What to do ::
Note how many lines of the data below hold the word "ends", then give that number with no other text.

※ ※ ※

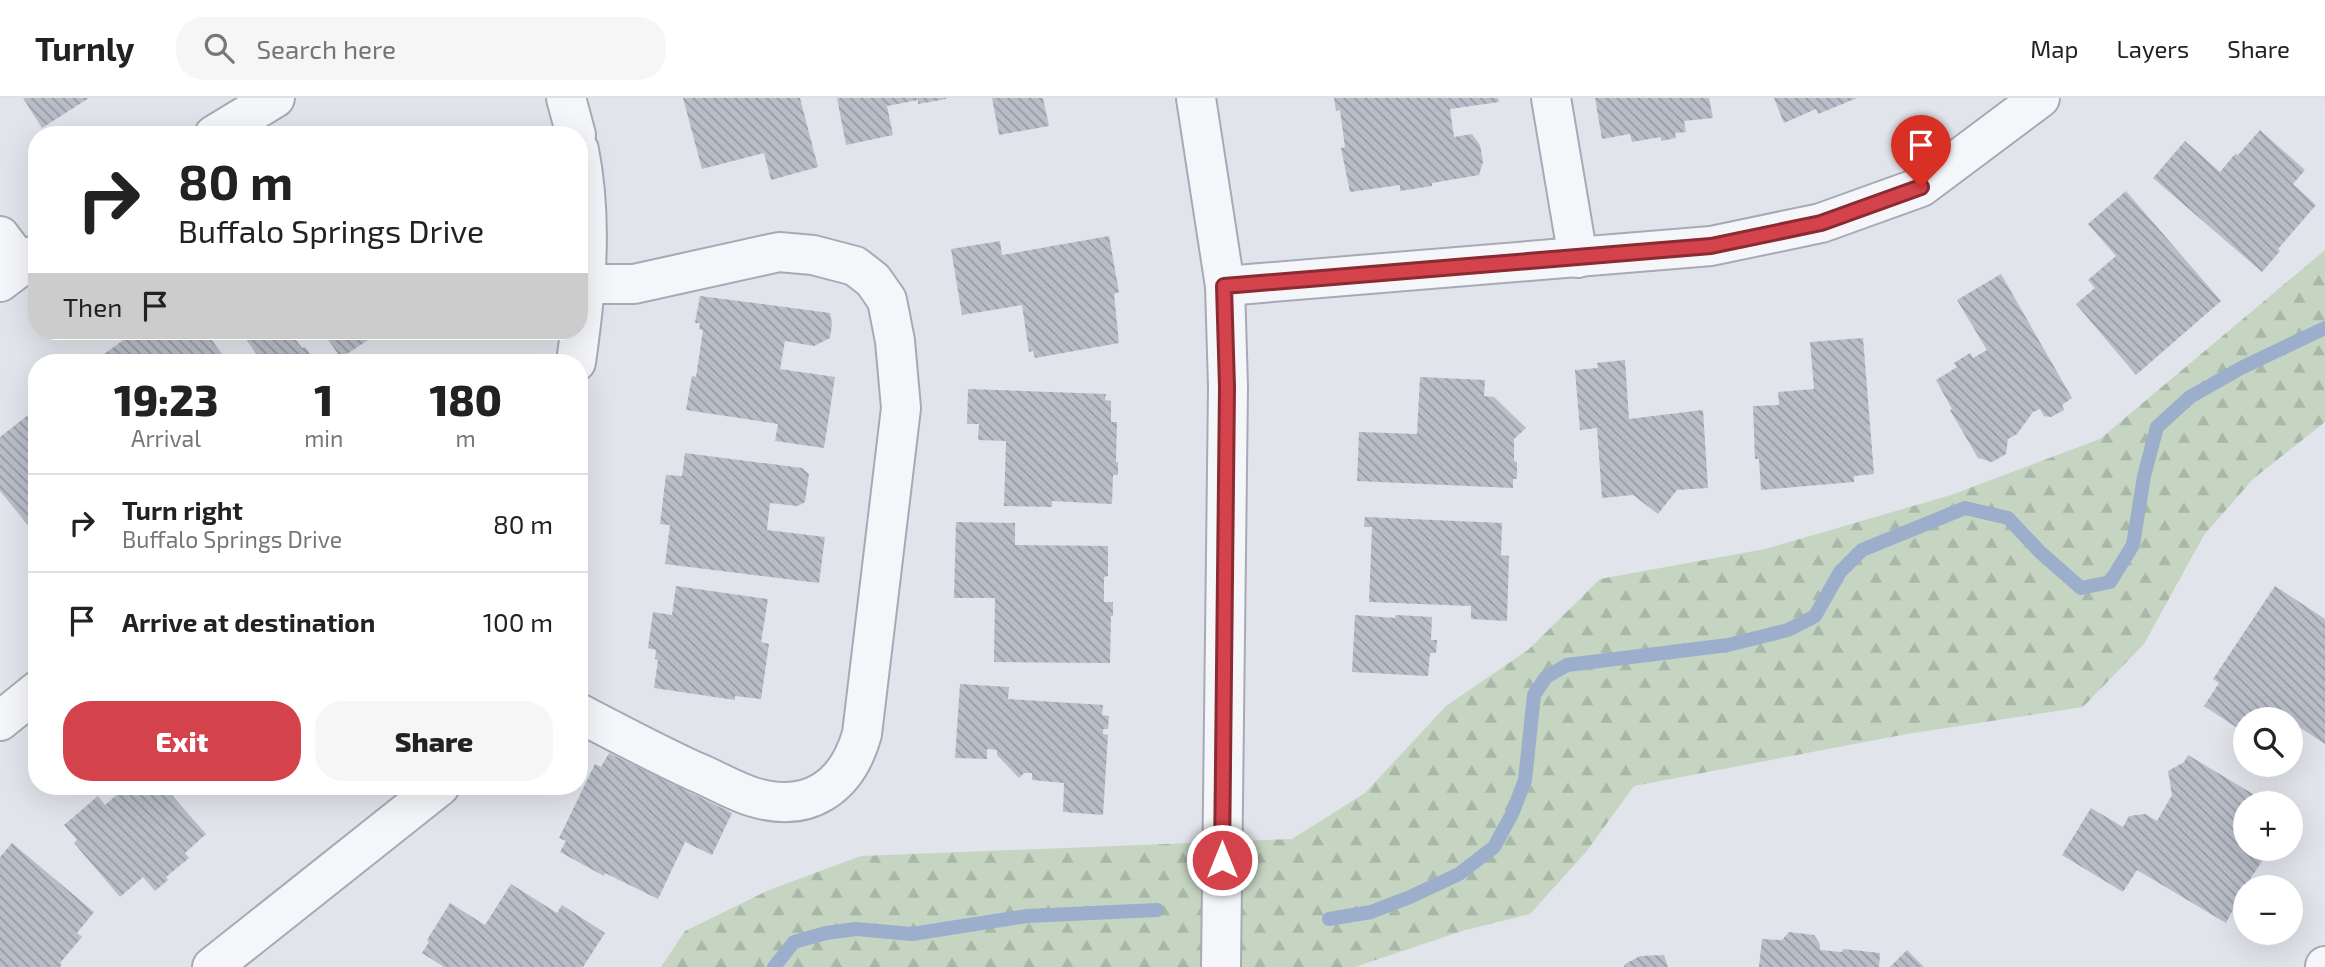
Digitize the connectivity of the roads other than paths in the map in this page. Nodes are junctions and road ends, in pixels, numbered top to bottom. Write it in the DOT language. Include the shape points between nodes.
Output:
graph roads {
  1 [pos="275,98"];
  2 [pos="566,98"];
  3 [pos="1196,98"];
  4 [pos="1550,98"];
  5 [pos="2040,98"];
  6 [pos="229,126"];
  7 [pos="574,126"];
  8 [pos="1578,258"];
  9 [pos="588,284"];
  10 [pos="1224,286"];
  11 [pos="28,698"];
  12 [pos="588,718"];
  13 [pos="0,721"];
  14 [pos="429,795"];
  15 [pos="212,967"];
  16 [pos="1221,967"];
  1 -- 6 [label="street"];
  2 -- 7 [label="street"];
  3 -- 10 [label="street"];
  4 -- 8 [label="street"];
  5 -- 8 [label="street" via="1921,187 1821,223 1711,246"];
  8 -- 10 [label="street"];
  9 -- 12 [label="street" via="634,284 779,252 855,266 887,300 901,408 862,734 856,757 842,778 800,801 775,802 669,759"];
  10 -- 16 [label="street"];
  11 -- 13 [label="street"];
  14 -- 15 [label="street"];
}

※ ※ ※

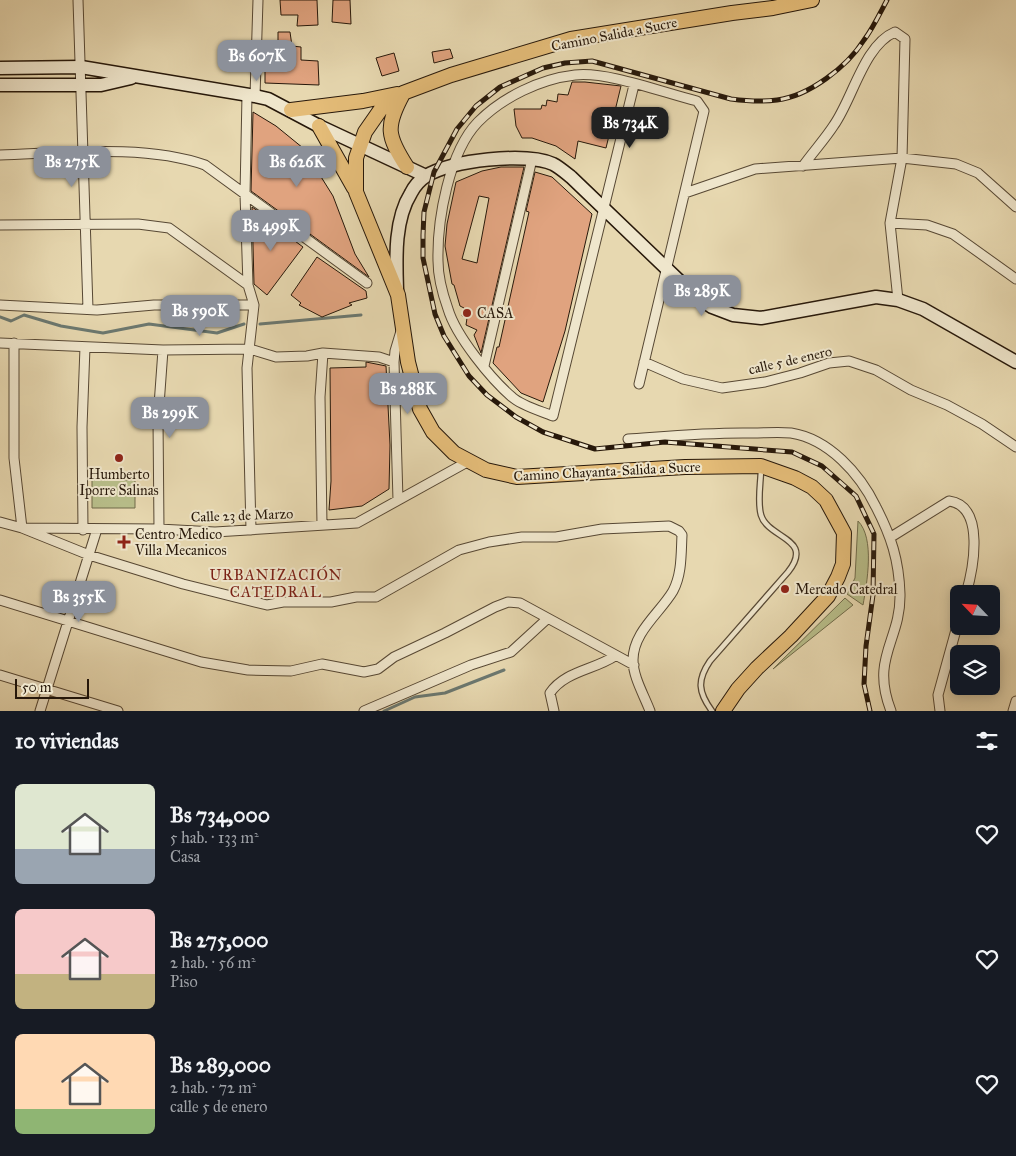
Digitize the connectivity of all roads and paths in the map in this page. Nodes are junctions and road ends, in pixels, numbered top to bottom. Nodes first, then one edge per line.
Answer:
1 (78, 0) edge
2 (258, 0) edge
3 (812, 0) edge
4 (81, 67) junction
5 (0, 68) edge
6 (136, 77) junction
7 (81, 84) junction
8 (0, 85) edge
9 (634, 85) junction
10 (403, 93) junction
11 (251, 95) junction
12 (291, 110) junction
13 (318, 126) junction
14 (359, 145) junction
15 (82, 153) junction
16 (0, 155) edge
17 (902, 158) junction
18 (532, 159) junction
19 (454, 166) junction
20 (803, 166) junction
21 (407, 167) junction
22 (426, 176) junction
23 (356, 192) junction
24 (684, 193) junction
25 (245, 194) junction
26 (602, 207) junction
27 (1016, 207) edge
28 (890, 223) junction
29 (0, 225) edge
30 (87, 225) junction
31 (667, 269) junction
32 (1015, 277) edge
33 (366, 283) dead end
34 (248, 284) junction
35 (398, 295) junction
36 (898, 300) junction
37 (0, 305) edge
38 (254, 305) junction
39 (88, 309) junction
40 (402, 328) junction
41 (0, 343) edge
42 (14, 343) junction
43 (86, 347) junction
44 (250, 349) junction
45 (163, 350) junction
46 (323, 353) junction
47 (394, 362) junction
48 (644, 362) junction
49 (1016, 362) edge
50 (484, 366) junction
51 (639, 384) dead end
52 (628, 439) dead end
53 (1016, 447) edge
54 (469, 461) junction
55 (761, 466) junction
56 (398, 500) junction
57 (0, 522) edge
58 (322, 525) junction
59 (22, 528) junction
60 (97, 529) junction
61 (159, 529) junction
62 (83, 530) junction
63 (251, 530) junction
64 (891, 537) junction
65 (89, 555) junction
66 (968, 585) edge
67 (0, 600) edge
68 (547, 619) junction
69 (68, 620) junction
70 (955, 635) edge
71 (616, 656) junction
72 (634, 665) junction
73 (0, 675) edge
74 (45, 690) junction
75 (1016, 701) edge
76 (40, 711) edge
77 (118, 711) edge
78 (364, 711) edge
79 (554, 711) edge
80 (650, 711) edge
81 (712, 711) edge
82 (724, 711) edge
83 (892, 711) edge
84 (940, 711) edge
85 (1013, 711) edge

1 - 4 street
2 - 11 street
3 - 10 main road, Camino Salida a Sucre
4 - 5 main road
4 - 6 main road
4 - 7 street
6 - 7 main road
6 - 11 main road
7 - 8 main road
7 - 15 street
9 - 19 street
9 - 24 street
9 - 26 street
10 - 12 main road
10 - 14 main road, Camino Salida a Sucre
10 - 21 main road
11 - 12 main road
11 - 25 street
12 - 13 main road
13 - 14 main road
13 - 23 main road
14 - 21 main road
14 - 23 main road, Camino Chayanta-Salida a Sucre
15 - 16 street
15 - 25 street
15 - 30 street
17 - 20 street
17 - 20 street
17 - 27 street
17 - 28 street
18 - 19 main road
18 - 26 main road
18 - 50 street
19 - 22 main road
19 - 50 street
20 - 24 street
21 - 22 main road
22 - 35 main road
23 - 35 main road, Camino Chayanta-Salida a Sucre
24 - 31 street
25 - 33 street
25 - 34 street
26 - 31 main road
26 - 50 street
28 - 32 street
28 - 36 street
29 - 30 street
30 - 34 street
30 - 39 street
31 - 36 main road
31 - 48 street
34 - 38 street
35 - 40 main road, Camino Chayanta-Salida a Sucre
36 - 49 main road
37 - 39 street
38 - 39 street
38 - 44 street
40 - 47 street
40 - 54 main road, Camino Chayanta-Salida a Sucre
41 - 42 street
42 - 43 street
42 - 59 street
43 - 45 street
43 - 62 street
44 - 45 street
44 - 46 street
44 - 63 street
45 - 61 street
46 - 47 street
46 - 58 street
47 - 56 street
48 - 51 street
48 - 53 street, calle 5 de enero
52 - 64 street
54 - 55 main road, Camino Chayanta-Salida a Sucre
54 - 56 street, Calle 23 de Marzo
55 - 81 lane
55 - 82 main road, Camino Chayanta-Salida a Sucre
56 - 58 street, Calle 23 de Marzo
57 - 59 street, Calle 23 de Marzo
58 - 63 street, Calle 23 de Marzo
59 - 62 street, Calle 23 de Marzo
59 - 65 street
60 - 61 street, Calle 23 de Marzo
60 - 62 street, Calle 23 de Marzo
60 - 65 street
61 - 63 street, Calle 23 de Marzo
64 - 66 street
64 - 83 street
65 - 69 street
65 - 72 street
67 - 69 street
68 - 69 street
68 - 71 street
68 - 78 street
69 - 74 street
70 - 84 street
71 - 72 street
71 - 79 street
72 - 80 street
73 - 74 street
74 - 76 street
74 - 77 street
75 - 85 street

※ ※ ※

Task solution ::
2